**Problem requirements**. Scan the entries for the word "middle", and copy every line where it appears.

**Dataset records**.
*****

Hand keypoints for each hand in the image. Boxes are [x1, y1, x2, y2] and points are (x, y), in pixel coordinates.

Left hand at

*****

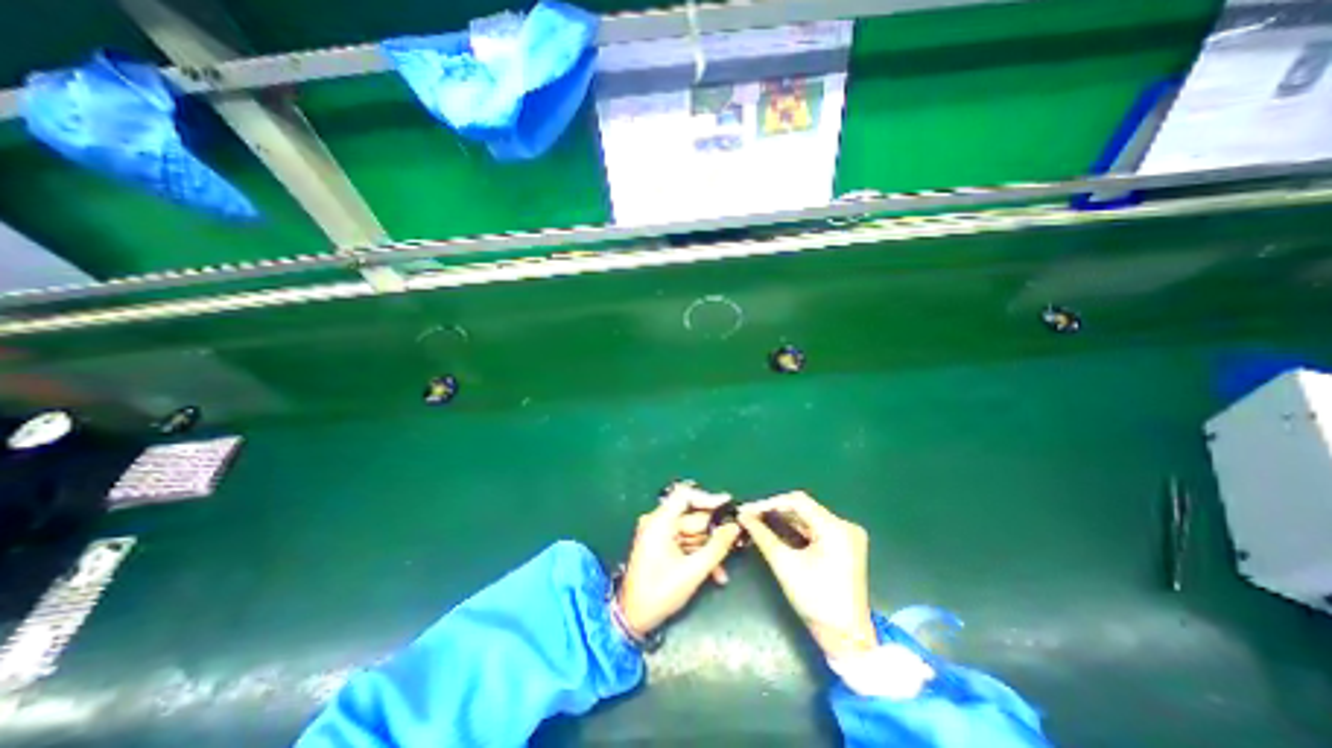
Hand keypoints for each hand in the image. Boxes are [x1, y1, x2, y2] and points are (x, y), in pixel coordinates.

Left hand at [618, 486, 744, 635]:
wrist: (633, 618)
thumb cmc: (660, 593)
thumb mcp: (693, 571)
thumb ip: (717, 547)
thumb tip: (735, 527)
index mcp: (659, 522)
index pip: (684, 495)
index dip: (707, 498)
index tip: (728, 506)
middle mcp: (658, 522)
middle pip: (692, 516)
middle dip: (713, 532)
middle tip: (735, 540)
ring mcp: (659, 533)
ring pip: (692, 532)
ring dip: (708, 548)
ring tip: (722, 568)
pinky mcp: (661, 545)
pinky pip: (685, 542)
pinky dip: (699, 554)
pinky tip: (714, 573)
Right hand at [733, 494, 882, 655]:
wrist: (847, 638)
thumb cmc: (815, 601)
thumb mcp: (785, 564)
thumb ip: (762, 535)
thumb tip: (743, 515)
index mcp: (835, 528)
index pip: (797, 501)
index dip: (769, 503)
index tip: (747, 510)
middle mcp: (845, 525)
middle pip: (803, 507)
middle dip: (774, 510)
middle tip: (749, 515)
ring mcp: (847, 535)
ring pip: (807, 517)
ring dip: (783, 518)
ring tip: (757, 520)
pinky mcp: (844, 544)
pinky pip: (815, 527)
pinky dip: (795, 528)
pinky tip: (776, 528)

*****

**Solved exercise**.
middle mcp: (658, 522)
middle pip: (692, 516)
middle dip: (713, 532)
middle tip: (735, 540)
middle mcp: (845, 525)
middle pip: (803, 507)
middle dip: (774, 510)
middle tip: (749, 515)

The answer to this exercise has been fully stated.